The Google Pixel 6 is the junior partner to the Pixel 6 Pro in the US tech giant’s smartphone line, coming with slightly smaller dimensions and lower level specs in some areas than the flagship device. The Pixel 6 is powered by the same Tensor chipset as the Pro model but comes with a smaller display, less RAM and no dedicated tele camera on the back.
The front camera for selfie shooting is different, too. The Pixel 6 uses an 8 MP sensor behind a f/2.2 lens while the Pro captures 11 MP files through a f/2.2 lens. In addition the Pixel 6 is limited to 1080p front camera video while the Pro is capable of 4K resolution recording.
Let’s see how these specs translate into real life image results and how the Google Pixel 6 does in the DXOMARK Selfie tests.
Key front camera specifications:
About DXOMARK Selfie tests: For scoring and analysis in our smartphone front camera reviews, DXOMARK engineers capture and evaluate over 1500 test images and more than 2 hours of video both in controlled lab environments and in natural indoor and outdoor scenes, using the camera’s default settings. This article is designed to highlight the most important results of our testing. For more information about the DXOMARK Selfie test protocol, click here.
Sub-scores and attributes included in the calculations of the global score.
Google Pixel 6
With a DXOMARK Selfie score of 97, the Google Pixel 6 occupies one of the top positions in the High-End segment ranking and is only five points shy of its Ultra-Premium cousin Pixel 6 Pro. Overall performance is quite similar to the latter, including the good target exposure, wide dynamic range and nice colors and skin tones.
Differences are noticeable in texture and noise where the Pixel 6’s smaller sensor captures slightly less detail and produces higher levels of noise. On the plus side, the smaller sensor’s wider depth of field means larger portions of the scene are in focus. Despite similar color scores our testers observed slightly more visible orange casts on the Pixel 6 than on the Pro, as well as more artifacts, such as a slight orange tint to eyes or anamorphosis – perspective distortion of faces close to the edge of the frame.
This graph shows texture measurements in the lab. The Pixel 6 records lower levels of detail then the Pixel 6 Pro and Vivo X60 Pro in all light conditions.
Bokeh mode does a decent job at simulating the limited depth of field of a DSLR but the lack of a blur gradient means the end result looks a little unnatural.
When switching to video mode the Pixel 6’s 1080p resolution means that detail is much lower than on 4K-capable devices, such as the Pixel 6 Pro or Vivo X60 Pro.
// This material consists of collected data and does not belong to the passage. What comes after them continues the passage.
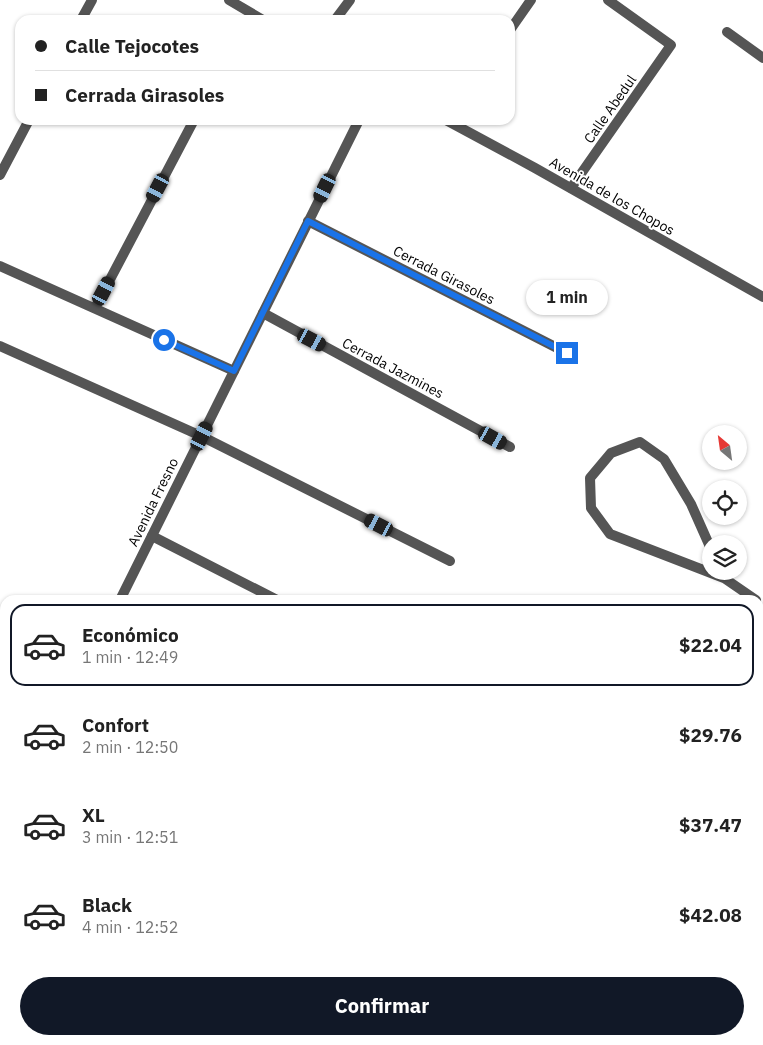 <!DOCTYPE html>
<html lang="es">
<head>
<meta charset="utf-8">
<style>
  :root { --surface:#fff; --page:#f6f6f6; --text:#222; --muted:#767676; --line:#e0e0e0; --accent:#111827 }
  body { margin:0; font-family:"IBM Plex Sans",sans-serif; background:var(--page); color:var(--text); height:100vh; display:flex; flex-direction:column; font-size:19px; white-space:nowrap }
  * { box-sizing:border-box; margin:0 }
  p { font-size:16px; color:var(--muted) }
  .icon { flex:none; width:28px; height:28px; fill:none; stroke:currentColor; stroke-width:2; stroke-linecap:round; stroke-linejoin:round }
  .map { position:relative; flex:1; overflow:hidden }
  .sheet { position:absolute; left:0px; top:595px; width:764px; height:450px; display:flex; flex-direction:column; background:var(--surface); border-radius:15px 15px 0 0; box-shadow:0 1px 4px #0004 }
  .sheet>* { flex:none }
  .hud { position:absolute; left:15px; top:15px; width:500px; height:110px; border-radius:15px; box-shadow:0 1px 4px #0004; display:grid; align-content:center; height:110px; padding:0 20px; background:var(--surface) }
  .needle { width:32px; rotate:331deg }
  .buttons { position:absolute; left:702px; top:425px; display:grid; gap:10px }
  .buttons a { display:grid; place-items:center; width:45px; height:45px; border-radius:50%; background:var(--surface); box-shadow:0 1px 4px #0004; font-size:25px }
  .end { position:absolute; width:22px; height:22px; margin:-11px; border:6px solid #1a73e8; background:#fff; box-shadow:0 0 0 2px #fff }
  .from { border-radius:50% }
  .bubble { position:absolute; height:35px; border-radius:18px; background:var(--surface); box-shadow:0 1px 4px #0004; font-size:16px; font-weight:700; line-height:35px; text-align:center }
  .car { position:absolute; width:15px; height:30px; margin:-15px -8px; border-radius:6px; box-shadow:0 0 4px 1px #0007; background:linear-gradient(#222 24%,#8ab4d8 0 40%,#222 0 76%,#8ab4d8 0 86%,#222 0) }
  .hud b { display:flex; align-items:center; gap:18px; height:48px; font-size:19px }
  .hud b+b { border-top:1px solid var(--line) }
  .hud i { width:12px; height:12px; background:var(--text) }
  ul { padding:9px 0 0; list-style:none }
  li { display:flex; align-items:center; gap:15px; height:82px; margin:0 10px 8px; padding:0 10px; border:2px solid transparent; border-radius:15px }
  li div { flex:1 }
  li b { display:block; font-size:19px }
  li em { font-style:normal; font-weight:700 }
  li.active { border-color:var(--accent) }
  li>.icon { width:45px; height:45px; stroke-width:1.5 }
  .primary-button { display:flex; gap:10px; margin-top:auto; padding:10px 20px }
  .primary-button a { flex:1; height:58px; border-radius:30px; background:var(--accent); color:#fff; font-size:20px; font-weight:700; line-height:58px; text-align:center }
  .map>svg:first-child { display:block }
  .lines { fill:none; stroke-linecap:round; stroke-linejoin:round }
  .service { stroke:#555; stroke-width:10 }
  .minor { stroke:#555; stroke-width:10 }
  .tertiary { stroke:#555; stroke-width:10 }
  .route { stroke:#1a73e8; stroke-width:6 }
  .labels { text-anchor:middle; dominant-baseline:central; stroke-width:4; stroke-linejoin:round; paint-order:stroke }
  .street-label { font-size:14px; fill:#000; stroke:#fff }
</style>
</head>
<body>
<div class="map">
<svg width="763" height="1045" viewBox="0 0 763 1045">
  <rect width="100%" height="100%" fill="#fff"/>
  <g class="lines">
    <path class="service" d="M 0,346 L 201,436
      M 711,549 L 691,504 L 664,459 L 640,442 L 611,453 L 590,478 L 591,508 L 610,534 L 724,578 L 756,600"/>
    <path class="minor" d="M 81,20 L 92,0
      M 335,20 L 350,0
      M 510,30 L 531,0
      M 727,32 L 763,58
      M 0,175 L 29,120
      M 571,188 L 671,45 L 608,0
      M 308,221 L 567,353
      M 0,266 L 234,371
      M 95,308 L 194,120
      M 263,313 L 510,447
      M 201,436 L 450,561
      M 152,536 L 277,600
      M 0,622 L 5,625
      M 759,682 L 763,673
      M 0,728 L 5,731
      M 759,759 L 763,761
      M 759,916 L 763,918
      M 0,965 L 5,967
      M 144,1040 L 154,1045
      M 474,1040 L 483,1045
      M 592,1040 L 602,1045
      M 233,1045 L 236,1040
      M 581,1045 L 584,1040"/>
    <path class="tertiary" d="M 229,0 L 263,20
      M 446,120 L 535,168 L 763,297
      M 120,600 L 359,120
      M 0,840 L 5,830"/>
  </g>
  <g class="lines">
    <path class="route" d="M 164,340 L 234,371 L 308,221 L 567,353"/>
  </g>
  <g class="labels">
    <g class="street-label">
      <text transform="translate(610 109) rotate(-55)">Calle Abedul</text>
      <text transform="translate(612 196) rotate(30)">Avenida de los Chopos</text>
      <text transform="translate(444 275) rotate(27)">Cerrada Girasoles</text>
      <text transform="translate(393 368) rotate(28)">Cerrada Jazmines</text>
      <text transform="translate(153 502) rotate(-64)">Avenida Fresno</text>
    </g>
  </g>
</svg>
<div class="buttons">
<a><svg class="needle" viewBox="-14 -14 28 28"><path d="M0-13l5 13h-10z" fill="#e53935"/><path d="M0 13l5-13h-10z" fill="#767676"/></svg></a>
<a><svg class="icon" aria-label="locate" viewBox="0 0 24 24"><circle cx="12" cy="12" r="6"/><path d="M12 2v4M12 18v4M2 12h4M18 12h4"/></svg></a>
<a><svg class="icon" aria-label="layers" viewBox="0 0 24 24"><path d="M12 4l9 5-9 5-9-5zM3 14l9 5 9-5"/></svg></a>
</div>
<i class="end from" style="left:164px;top:340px"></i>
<i class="end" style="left:567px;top:353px"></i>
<div class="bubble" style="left:526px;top:280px;width:82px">1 min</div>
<i class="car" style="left:158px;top:188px;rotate:208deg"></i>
<i class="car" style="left:325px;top:188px;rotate:206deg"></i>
<i class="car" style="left:104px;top:291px;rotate:28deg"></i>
<i class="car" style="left:312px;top:340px;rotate:118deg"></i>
<i class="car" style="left:202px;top:436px;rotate:26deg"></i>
<i class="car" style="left:493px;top:438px;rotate:119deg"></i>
<i class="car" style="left:379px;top:525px;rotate:297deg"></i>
<div class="hud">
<b><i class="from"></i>Calle Tejocotes</b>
<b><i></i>Cerrada Girasoles</b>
</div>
<section class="sheet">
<ul>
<li class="active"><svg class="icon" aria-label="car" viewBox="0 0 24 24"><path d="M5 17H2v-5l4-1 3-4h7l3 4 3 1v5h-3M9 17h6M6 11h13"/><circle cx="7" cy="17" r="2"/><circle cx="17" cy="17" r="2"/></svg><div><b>Económico</b><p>1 min · 12:49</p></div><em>$22.04</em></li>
<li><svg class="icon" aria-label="car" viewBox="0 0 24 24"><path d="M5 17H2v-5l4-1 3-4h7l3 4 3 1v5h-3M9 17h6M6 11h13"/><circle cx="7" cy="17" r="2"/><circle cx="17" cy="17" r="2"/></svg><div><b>Confort</b><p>2 min · 12:50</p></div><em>$29.76</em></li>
<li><svg class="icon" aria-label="car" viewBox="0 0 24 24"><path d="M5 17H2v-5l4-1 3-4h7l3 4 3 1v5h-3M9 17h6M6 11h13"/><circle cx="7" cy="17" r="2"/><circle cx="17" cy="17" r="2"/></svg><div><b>XL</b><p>3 min · 12:51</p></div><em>$37.47</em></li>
<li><svg class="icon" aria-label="car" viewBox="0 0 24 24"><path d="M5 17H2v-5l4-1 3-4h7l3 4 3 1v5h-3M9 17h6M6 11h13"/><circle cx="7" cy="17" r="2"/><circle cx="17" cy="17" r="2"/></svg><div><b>Black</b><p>4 min · 12:52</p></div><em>$42.08</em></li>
</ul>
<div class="primary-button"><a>Confirmar</a></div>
</section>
</div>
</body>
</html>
In other test areas differences are less pronounced. Face exposure is good in all conditions but dynamic range is a little more limited than on the Pixel 6 Pro. White balance is generally accurate but skin tones are slightly less natural than on the Pro model. Noise is well-controlled overall and even slightly better than on the Pixel 6 Pro.
On the other hand the low levels of detail also impact on the focus score because a limited focus range reduces detail even further if the subjects moves slightly out of the fixed focus lens’ focal plane. This is especially true for close distance shots where faces often look blurry. Video stabilization is efficient in most conditions but a little more residual motion than on the Pixel 6 Pro is visible when walking while recording. Overall video artifacts are similar between the two devices but local loss of sharpness artifacts and ringing are more visible than on the Pro.